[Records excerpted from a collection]
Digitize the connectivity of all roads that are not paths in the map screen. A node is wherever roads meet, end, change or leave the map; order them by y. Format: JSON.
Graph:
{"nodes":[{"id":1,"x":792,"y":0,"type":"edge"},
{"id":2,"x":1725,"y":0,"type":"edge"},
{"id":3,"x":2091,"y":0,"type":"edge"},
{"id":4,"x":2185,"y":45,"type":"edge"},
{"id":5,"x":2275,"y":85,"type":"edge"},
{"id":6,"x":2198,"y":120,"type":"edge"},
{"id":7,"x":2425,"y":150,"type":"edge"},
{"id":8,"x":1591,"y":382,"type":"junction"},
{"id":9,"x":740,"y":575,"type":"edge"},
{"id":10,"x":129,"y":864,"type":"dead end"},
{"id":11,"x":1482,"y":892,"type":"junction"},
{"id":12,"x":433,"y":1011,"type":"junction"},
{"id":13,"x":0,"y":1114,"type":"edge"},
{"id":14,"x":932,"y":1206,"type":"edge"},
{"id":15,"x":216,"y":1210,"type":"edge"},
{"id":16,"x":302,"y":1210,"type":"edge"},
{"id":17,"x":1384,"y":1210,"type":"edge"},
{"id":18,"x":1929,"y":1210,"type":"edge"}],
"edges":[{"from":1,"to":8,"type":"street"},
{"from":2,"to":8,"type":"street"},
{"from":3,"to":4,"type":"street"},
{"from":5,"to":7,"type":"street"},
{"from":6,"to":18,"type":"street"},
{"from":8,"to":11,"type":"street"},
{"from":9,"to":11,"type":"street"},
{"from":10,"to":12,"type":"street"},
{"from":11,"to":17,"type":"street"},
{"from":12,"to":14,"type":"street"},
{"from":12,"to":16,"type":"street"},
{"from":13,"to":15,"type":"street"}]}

__WHAT NEEDS TO BE DONE__
Scan the records above for the string "street", then report every line that contains it.

__SOLUTION__
"edges":[{"from":1,"to":8,"type":"street"},
{"from":2,"to":8,"type":"street"},
{"from":3,"to":4,"type":"street"},
{"from":5,"to":7,"type":"street"},
{"from":6,"to":18,"type":"street"},
{"from":8,"to":11,"type":"street"},
{"from":9,"to":11,"type":"street"},
{"from":10,"to":12,"type":"street"},
{"from":11,"to":17,"type":"street"},
{"from":12,"to":14,"type":"street"},
{"from":12,"to":16,"type":"street"},
{"from":13,"to":15,"type":"street"}]}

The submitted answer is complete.